━━━━━ Input material ━━━━━
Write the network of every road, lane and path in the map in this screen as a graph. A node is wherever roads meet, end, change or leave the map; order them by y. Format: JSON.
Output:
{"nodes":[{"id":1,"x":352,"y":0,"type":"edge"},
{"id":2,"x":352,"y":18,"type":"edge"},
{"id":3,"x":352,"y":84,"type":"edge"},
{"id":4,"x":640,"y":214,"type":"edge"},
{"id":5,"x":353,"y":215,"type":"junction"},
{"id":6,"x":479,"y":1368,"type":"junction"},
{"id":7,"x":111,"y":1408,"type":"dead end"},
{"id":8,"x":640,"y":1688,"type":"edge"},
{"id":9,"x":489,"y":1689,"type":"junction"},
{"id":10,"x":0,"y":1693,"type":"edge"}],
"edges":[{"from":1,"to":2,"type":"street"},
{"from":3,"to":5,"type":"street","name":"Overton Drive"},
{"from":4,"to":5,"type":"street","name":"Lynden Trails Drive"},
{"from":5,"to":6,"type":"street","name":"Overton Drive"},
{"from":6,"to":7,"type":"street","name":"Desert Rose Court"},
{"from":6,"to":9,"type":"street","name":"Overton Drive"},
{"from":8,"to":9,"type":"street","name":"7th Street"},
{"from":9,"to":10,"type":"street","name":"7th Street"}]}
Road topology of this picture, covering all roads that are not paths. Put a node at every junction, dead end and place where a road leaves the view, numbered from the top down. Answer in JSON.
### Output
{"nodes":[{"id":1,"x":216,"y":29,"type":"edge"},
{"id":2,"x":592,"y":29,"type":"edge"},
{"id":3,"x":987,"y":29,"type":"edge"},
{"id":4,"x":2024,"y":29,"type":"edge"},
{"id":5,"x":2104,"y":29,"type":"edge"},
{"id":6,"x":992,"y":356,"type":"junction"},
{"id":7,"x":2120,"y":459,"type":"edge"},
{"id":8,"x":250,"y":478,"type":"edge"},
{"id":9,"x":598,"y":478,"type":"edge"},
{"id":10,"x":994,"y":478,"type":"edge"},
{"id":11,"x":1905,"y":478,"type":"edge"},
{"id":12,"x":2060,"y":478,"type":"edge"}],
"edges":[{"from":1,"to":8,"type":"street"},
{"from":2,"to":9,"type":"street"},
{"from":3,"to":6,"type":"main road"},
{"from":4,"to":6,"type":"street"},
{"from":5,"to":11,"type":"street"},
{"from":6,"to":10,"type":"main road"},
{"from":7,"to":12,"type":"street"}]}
━━━━━
#### [What is expected]
Check each line above for the string "JSON" and show the ones that have it.

#### [Written solution]
Write the network of every road, lane and path in the map in this screen as a graph. A node is wherever roads meet, end, change or leave the map; order them by y. Format: JSON.
Road topology of this picture, covering all roads that are not paths. Put a node at every junction, dead end and place where a road leaves the view, numbered from the top down. Answer in JSON.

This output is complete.